In the Sixties I heard a state professor say in the face of criticism, that it didn't matter whether his "Indian" students learned anything because they would never get jobs doing anything but teaching other "Indians." People assumed because I (white) was teaching on a rez, I must be unqualified elsewhere. They might have been right, but plenty of "Indian" students just learned anyway. All the while schools elsewhere were being "normed" down, they were "norming" up.
But here in town (300 people) we had a mayor who won but couldn't remember the words to the Pledge of Allegiance. He was totally dependent on the clerk, who already had enough work to do. Finally he rather transparently moved his office into the Boy Scout room, saying he was willing to "share" and some people woke up. He moved elsewhere.
In other small towns across Montana the athletic program far outweighs the learning curriculum and the superintendent is well aware that only if the kids "take state" has he got a job. Not only that, but a cloud of monetary peripherals depend upon it: photos of the teams, expensive uniforms, highly technical helmets that don't prevent concussions, a floor for the gym that costs a fortune to maintain, hours and days of stressful bus travel to games across a vast state in weather that's sometimes as dangerous as outer space.
In Portland, OR, I've worked for the county and the city, in situations of high ris in the 70's, like animal control law enforcement or leaving City Hall after work into police roundups of drug dealing gangs who held the bus at gunpoint. Behind the scenes were accidents and missteps that were covered up. Little money- draining schemes and stress-produced violence or self-harm.
They tell me I'm too idealistic and out of date, so I went to seminary and became a minister. Another curtain. Skating on sentimentality and out-of-date beliefs, the ordained were siphoning money and sleeping around just like everyone else. If there were ever a hard choice, they slipped out of it. Or were sent on their way. I loved a few of them. Not the ones who made drunken confessions at national conferences, male or female. Usually about sex.
Trump is in their eyes despicable and corrupted in a laughable way, but they recognize him and his fragile alliance with Putin.
For twenty years I've had the privilege of living alone in a remote place so I could read and write without interference. This is because of the great good of Social Security (which Trump wants to cut) and a pension from the City of Portland so long as their investment scheme works. What I've discovered is that the world as we know it is arbitrary and often imaginary. I could see it coming and had hoped I would die before it got here.
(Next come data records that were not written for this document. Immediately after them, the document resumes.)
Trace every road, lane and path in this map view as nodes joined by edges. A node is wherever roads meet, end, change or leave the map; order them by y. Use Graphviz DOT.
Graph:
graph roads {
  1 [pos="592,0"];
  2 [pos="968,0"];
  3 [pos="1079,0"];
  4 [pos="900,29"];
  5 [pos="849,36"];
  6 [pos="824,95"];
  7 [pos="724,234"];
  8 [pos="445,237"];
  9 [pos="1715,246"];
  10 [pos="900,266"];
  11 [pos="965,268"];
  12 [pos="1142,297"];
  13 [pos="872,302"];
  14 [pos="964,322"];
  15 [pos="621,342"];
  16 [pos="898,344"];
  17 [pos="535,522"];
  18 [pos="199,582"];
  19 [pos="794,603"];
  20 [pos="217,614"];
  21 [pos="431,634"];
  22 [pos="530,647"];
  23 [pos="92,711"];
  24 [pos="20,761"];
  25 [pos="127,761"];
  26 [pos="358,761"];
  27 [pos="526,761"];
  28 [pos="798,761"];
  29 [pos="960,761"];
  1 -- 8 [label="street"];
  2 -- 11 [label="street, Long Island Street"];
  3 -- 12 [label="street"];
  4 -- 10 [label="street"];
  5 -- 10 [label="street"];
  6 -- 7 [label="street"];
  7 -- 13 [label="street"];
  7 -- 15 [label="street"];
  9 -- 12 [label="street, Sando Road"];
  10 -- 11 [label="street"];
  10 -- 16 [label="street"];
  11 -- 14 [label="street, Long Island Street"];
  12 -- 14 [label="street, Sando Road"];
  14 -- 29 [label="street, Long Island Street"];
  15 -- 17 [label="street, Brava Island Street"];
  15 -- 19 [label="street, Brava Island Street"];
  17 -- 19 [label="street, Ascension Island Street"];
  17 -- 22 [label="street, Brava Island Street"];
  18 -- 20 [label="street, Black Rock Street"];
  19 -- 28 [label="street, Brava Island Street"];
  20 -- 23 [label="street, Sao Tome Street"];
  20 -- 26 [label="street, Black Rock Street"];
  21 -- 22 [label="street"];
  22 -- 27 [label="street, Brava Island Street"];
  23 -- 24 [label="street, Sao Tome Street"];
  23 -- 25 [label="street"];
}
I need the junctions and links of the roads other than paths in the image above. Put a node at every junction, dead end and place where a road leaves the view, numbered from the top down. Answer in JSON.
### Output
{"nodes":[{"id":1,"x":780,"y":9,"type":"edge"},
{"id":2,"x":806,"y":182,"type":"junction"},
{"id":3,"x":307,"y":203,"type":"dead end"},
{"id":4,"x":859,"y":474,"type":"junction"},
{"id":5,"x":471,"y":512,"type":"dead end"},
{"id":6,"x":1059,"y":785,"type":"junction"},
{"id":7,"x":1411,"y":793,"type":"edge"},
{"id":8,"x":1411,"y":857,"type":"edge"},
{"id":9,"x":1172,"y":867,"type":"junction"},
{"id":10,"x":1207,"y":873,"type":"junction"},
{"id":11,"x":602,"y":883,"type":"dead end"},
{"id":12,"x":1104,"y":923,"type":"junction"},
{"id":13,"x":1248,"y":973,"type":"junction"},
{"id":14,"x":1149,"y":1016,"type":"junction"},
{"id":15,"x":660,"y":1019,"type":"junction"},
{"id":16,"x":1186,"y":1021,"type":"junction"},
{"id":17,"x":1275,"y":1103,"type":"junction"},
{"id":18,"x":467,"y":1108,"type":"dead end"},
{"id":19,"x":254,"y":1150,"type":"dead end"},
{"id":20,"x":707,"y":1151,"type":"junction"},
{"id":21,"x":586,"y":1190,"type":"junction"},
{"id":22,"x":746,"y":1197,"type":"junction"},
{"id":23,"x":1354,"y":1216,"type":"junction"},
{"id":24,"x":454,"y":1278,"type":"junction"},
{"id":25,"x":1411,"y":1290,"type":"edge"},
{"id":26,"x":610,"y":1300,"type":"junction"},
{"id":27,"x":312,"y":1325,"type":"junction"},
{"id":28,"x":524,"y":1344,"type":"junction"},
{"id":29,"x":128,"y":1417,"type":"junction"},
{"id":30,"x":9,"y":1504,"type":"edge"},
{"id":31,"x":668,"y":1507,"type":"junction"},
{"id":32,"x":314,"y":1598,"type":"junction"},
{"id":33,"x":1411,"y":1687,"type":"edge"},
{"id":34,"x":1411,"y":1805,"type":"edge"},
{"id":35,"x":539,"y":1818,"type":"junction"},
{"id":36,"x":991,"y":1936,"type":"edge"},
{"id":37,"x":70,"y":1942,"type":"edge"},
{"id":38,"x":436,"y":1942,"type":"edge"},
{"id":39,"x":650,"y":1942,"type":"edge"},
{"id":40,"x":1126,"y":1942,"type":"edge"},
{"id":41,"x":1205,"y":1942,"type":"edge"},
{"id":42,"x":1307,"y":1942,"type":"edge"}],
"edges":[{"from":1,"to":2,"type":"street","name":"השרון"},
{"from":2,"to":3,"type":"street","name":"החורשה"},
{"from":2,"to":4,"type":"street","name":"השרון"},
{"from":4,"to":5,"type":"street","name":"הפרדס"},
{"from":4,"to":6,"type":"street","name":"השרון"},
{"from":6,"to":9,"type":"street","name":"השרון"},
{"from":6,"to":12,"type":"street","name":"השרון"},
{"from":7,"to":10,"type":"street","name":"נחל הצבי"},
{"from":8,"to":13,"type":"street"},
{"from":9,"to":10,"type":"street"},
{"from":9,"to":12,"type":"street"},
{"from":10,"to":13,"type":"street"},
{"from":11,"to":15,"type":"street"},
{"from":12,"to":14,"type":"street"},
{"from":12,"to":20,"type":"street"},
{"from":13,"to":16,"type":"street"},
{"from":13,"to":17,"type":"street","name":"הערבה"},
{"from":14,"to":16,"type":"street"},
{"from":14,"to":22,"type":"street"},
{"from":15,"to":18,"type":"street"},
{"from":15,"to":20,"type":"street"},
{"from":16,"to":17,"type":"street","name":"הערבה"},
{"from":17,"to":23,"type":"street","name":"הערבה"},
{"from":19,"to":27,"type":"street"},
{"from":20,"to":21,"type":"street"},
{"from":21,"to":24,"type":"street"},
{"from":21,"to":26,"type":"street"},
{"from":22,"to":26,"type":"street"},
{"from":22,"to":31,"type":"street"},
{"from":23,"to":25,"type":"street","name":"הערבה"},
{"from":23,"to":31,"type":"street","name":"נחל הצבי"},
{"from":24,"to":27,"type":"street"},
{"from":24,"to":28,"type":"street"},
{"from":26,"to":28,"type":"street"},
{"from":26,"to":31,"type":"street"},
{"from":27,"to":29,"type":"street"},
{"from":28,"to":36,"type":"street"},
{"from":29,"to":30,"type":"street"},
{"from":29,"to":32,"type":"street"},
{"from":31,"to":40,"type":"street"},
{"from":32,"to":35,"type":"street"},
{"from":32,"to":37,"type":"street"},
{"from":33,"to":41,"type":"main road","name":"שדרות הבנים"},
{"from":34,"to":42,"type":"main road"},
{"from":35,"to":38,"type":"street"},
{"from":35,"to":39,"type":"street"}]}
But there are people re-envisioning some new way, which is sometimes a very old way. One of the hardest parts is building in the Internet into the rules of democracy, partly because it is fragile and hackable. But without it I would not be so vividly aware through lectures, documents, messages, of a horizon that few people I know can see past. Even in the most scholarly circles, it is necessary to rebuild the brain. I can't DO it, but I can understand the necessity. And I have read the steps to it.
Trump is a chump. He fantasizes that he was judged and set free. Neither happened. He's the same Adderall addict he ever was. (I looked up Adderall on Google and found it just now changed to sound safer than the earlier version.)